SRA

Transcriptional regulatory circuits that drive cardiomyocyte maturation during the developmental process are poorly understood. Estrogen-related receptor alpha and gamma (ERRa/g) have been shown to be involved in all aspects of mitochondrial energy production. However, the function of ERR during the postnatal cardiac developmental process is unclear. To examine the role of (ERRa/g) during postnatal cardiac maturation, we generated inducible cardiac-specific ERRa/g knockdown (KD) mice with adeno-associated virus serotype 9 (AAV9) expressing Cre. We found that at P35 a number of genes involved in oxidative mitochondrial metabolism including OXPHOS, TCA cycle, branched chain amino acid catabolism, and fatty acid oxidation were dramatically downregulated. Also, the KD hearts exhibited a significant downregulation of adult cardiac contractile protein, ion channel and Ca2+ handling genes.
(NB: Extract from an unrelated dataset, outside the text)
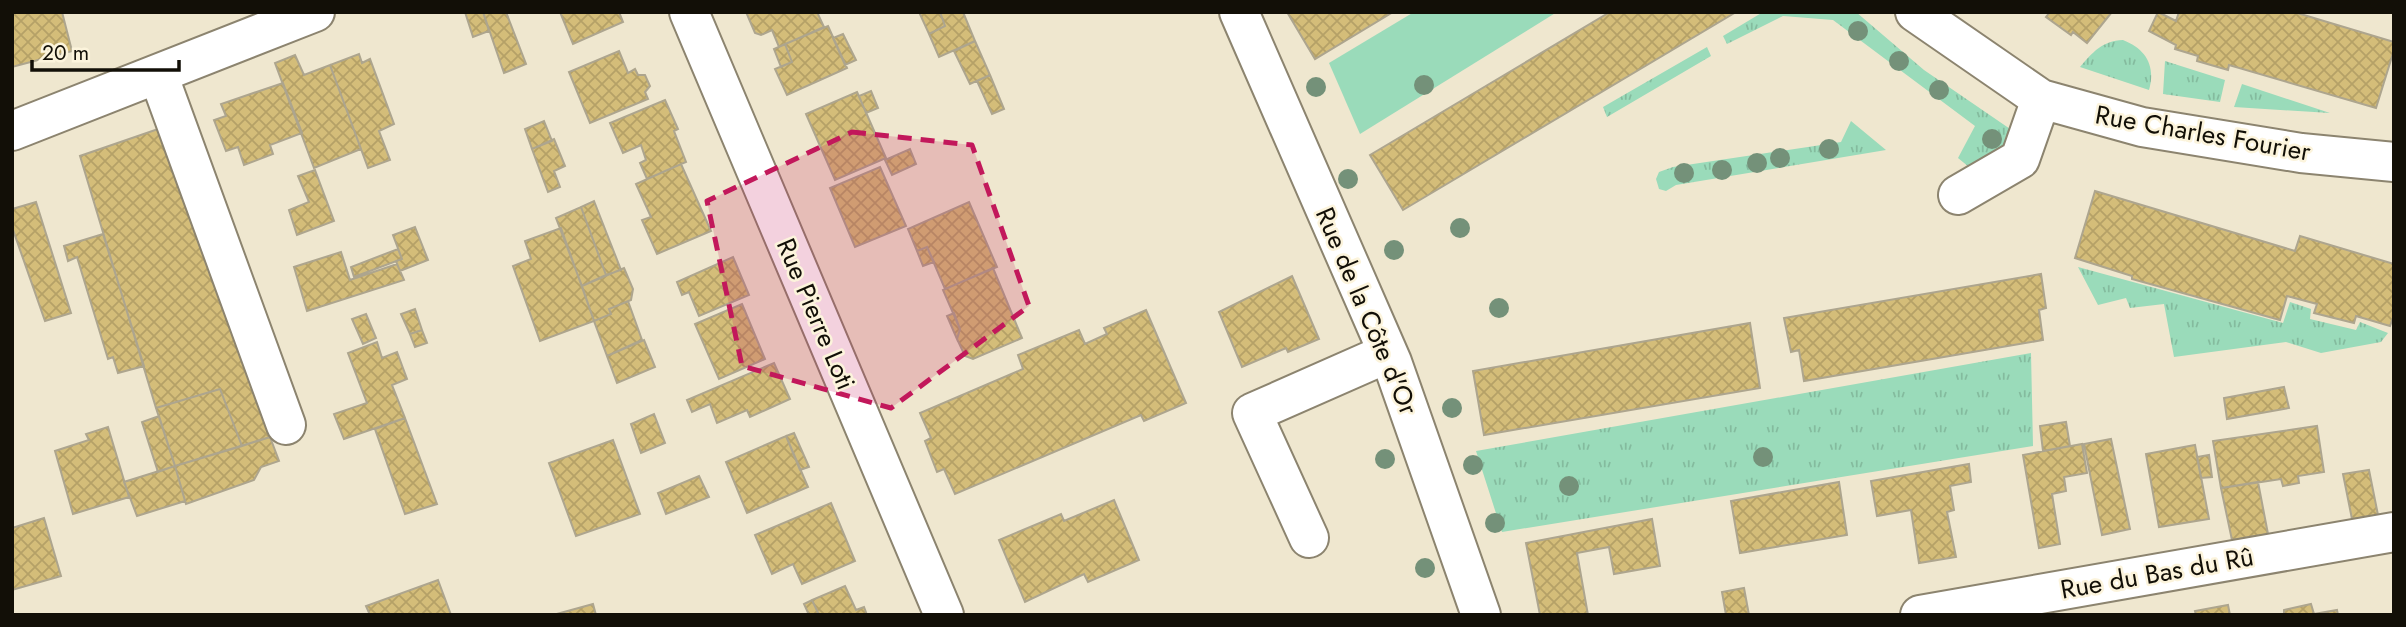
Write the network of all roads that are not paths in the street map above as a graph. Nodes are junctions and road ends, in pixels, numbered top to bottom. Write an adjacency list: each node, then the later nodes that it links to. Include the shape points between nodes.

In contrast, fetal cardiac genes and non-cardiac genes that express in fibroblast or skeletal muscle cells were ectopically induced in the KD hearts. These results suggest that ERRa/g are essential factors for the broad postnatal cardiomyocyte maturation program. Overall design: Examination of how gene expression levels are changed by KD ERRa/g during postnatal cardiac development in four replicates.